公約に掲げた時点から、今からつくる高専が、過去のフォーマットを踏襲しただけのものにはしたくないと考えていました。私をはじめ文部科学省から迎えた大杉副知事、それに県庁内から集められた精鋭による設置準備室の誰もが令和の時代を滋賀県が牽引していくに資する高専を誕生させたいと願っているのです。
これからは、同じものを大量生産し、大量消費する時代ではありません。そしてそのための人材を養成する高専であれば必要ありません。私たちは多様性を重要視し、個々に様々な期待や希望を持ったすべての人と地球を支える技術者の育成こそ、滋賀県がつくる新しい高専のミッションだと定義しました。

では、それは具体的にはどのようなものなのか。前提としたのは、これからの社会や産業は益々情報技術を駆使して進化するという基軸でした。
ですから情報技術を基盤に、その上で機械や電気、建設といった技術領域を深めていく教育を施していく体制を築いていくことになります。
開校予定まで残すところ約5年。設置場所は大津市と彦根市の間に位置する野洲市に決定しましたが、詳細なカリキュラムの決定や優秀な教授陣の確保はこれからです。

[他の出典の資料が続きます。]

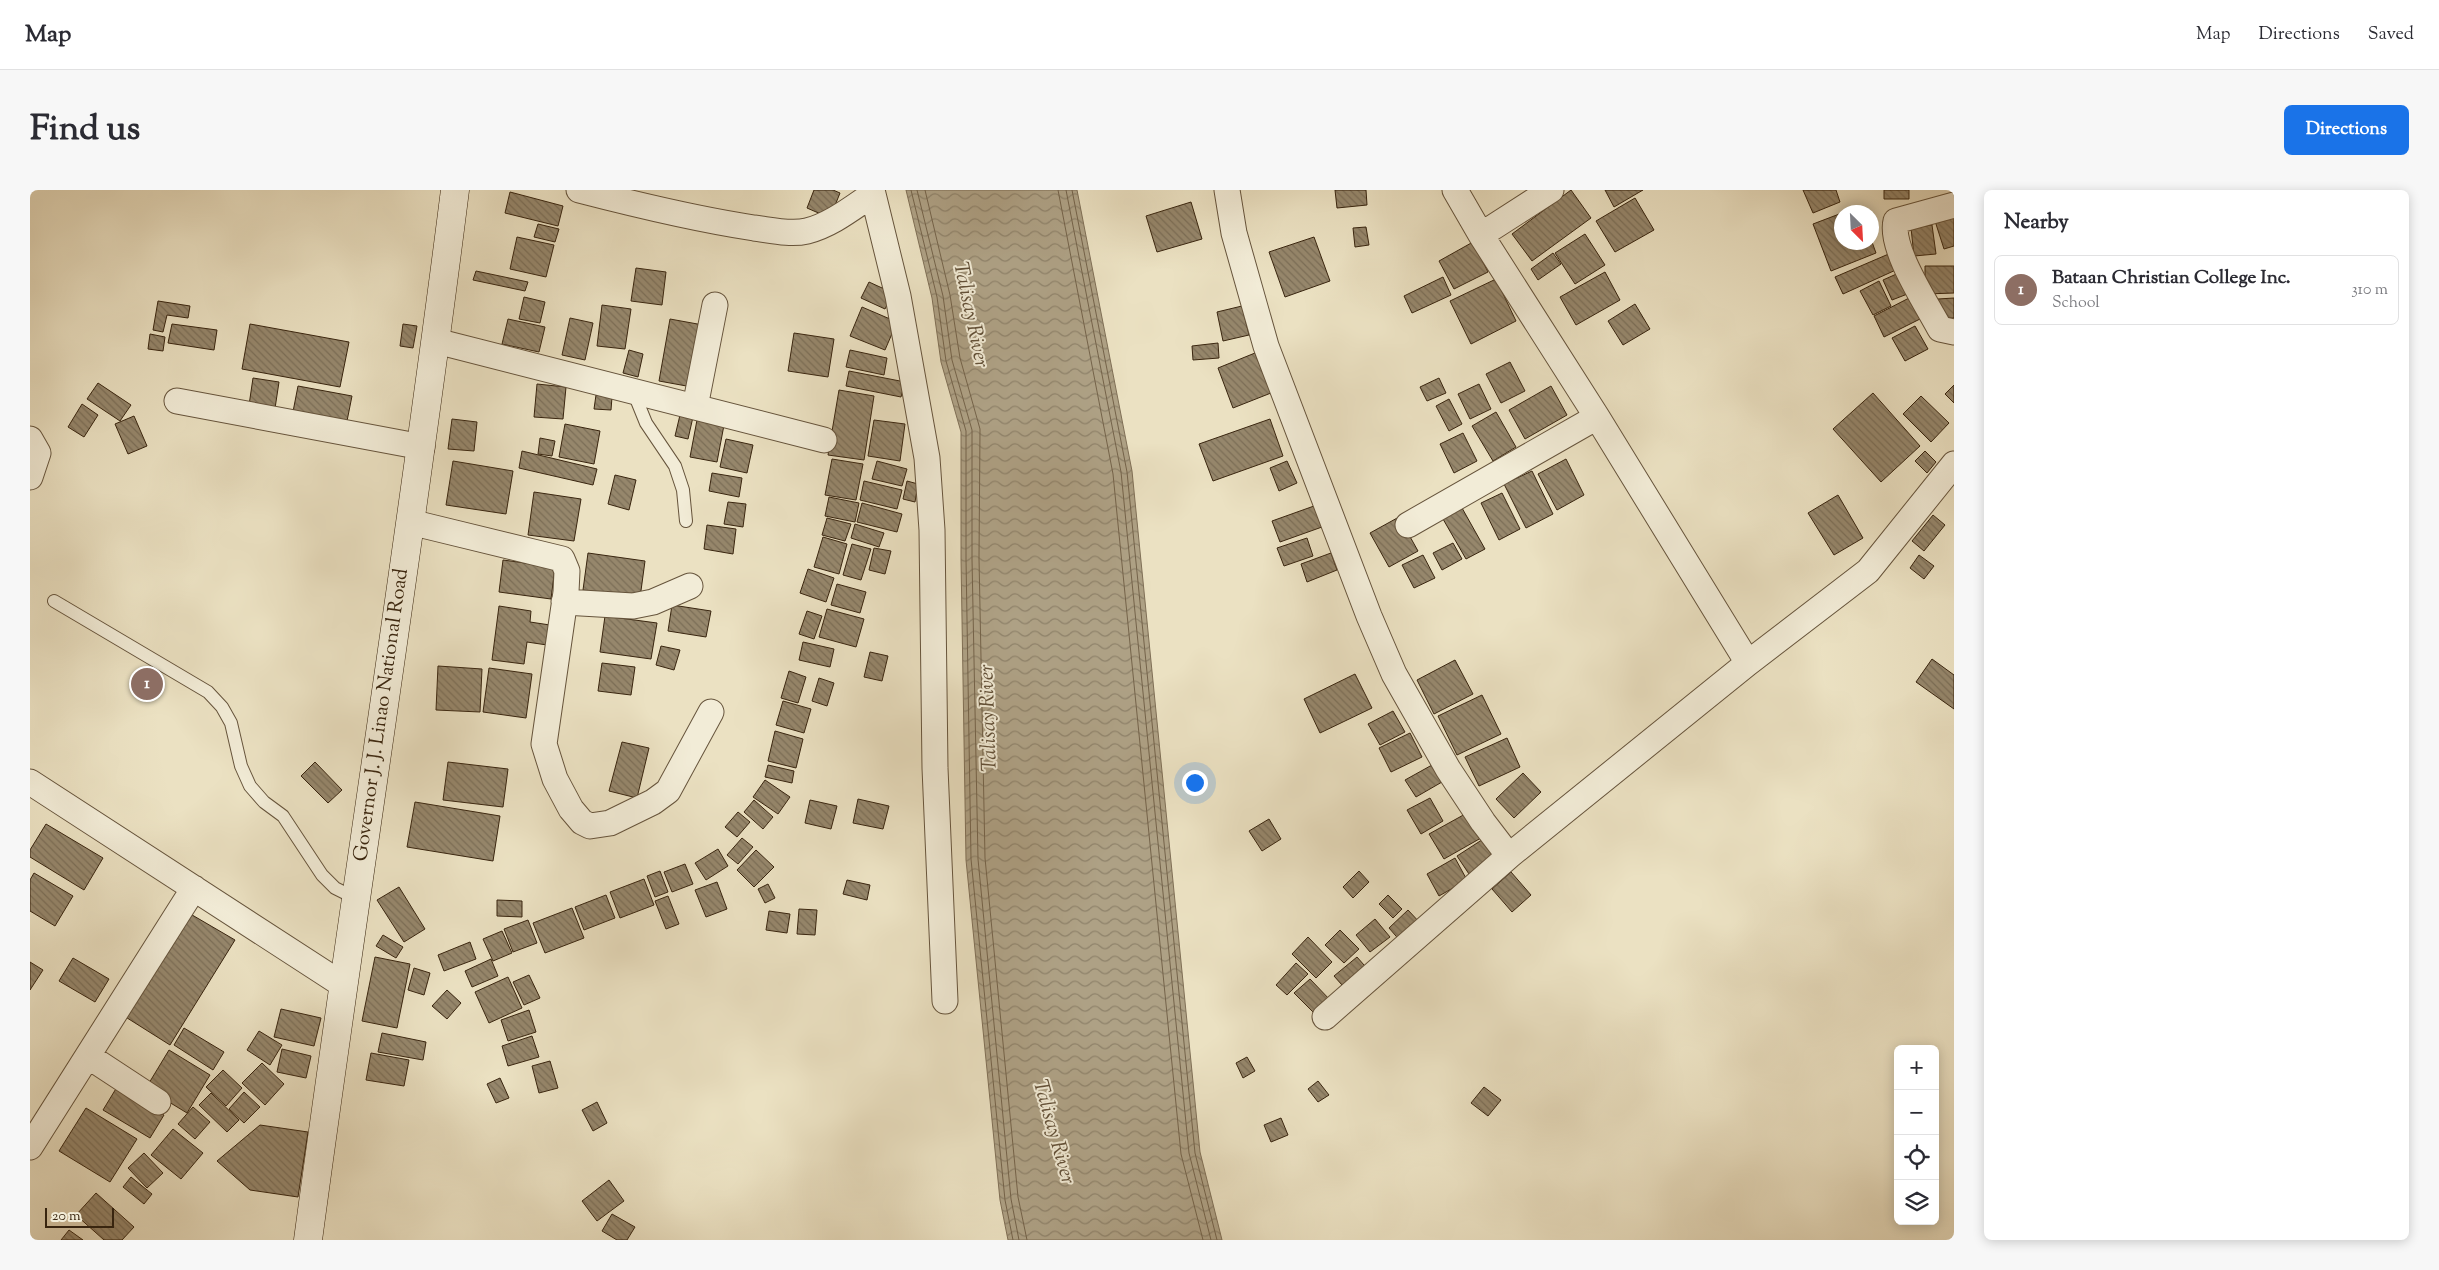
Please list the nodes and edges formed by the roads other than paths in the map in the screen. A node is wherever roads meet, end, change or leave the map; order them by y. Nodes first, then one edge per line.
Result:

理想が高いだけに容易には進まないことを覚悟しています。
それでも、自分たちが考える理想の高専を、地域の人たちを巻き込んで、楽しみながらひとつひとつ現実に引き寄せていきたいと考えています。

県立高専として滋賀県らしさや滋賀県に存在する意義や独自性をどのように出されたいですか。


高専の設置場所は、滋賀県9市の立候補の中から野洲市に決定しました。近隣県からも通学できる良好な立地となります。
JR野洲市駅より1.3kmの県有地と国有地あわせて15万㎡の自然に囲まれた広大なキャンパスとなります。

日本最大の湖である琵琶湖が象徴するように、滋賀県は自然環境や水資源に恵まれており、新キャンパスも琵琶湖に注ぐ野洲川に面し、広大な敷地には自然林も広がっています。
この立地を活かすことで自然に畏敬の念を持てるような教育が可能であると考えています。また、今も続く多くの著名企業の源流となった近江商人の、「売り手よし、買い手よし、世間よし」という、自分だけではなく相手も、そして社会をも豊かにしようとする三方良しの理念は、教育理念としても活かせるはずです。

そして、滋賀県内には数多くのグローバル企業が開発拠点や製造拠点を求めて進出しています。滋賀県という地元の社会や産業への技術実装を進めながらも、世界に向けて開かれた視点を併せ持つ人材を育める絶好の環境ではないかと自負しています。

全国の高専生、高専出身者にメッセージをお願いします。


滋賀県総合企画部高専設置準備室の皆さん。地域だけではなく、地球規模で技術者を育成する高専を目指しています。

高専出身者は確かな技術力に裏打ちされた実力を背景に、開発設計や製造技術の最前線で強みを発揮し、現代の高度な社会で暮らす人々を支えている存在だと思います。
こうした高専の存在意義は永遠に不滅であり、それでいて常に社会の変化に先駆けてアップデートしていく柔軟な可能性を持っていると感じています。

その一校に滋賀県立高専が加わります。皆さんと一緒に、豊かな社会を築き上げていきましょう。

県政をはじめ関西広域連合長等の職務で多忙を極める中、ありがとうございました。

※この記事の所属・役職・学年等は取材当時のものです。